▶ Exercise objective
Only lines holding "Энтузиастов" are wanted; copy each of them from the records below.

▶ Supplied material
- - - - -
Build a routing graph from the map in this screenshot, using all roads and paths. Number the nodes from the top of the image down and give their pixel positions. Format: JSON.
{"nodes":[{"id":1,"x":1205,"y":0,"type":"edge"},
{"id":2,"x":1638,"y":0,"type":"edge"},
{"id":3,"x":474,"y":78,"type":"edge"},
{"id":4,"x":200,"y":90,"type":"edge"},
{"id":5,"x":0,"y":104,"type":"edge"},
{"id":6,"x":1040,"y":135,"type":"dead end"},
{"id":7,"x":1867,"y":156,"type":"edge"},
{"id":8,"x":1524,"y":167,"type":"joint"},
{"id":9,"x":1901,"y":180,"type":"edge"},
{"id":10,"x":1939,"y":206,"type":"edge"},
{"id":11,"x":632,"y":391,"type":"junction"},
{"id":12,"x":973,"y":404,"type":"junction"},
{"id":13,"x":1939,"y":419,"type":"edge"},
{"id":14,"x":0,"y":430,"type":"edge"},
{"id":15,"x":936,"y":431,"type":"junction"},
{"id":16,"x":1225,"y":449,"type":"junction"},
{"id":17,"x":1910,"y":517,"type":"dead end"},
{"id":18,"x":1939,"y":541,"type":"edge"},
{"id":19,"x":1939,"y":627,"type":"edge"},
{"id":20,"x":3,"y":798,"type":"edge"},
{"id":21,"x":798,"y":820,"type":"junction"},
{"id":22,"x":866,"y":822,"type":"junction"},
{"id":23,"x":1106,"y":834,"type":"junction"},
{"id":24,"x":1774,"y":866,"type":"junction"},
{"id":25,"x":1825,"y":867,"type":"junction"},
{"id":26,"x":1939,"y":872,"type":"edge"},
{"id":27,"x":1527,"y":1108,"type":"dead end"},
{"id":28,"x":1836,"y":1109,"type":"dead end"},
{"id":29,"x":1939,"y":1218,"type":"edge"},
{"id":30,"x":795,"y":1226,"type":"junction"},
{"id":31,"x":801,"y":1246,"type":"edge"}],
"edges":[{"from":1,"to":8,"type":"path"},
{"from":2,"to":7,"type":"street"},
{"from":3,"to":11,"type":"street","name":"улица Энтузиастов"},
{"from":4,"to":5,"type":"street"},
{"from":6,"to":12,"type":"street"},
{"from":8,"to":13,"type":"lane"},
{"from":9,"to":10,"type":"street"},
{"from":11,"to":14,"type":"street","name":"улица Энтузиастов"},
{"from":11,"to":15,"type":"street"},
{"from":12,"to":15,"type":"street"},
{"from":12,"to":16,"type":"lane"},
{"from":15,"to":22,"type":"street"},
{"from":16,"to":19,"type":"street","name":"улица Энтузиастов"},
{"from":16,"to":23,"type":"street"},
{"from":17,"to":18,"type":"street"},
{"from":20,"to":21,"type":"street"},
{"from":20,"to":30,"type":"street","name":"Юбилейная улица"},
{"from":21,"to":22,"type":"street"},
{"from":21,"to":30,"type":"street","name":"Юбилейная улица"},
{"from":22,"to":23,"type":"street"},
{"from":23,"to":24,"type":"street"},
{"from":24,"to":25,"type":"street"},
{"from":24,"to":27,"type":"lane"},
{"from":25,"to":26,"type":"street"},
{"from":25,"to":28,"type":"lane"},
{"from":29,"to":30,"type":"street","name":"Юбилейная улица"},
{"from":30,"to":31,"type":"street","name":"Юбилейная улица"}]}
- - - - -
▶ Result
{"from":3,"to":11,"type":"street","name":"улица Энтузиастов"},
{"from":11,"to":14,"type":"street","name":"улица Энтузиастов"},
{"from":16,"to":19,"type":"street","name":"улица Энтузиастов"},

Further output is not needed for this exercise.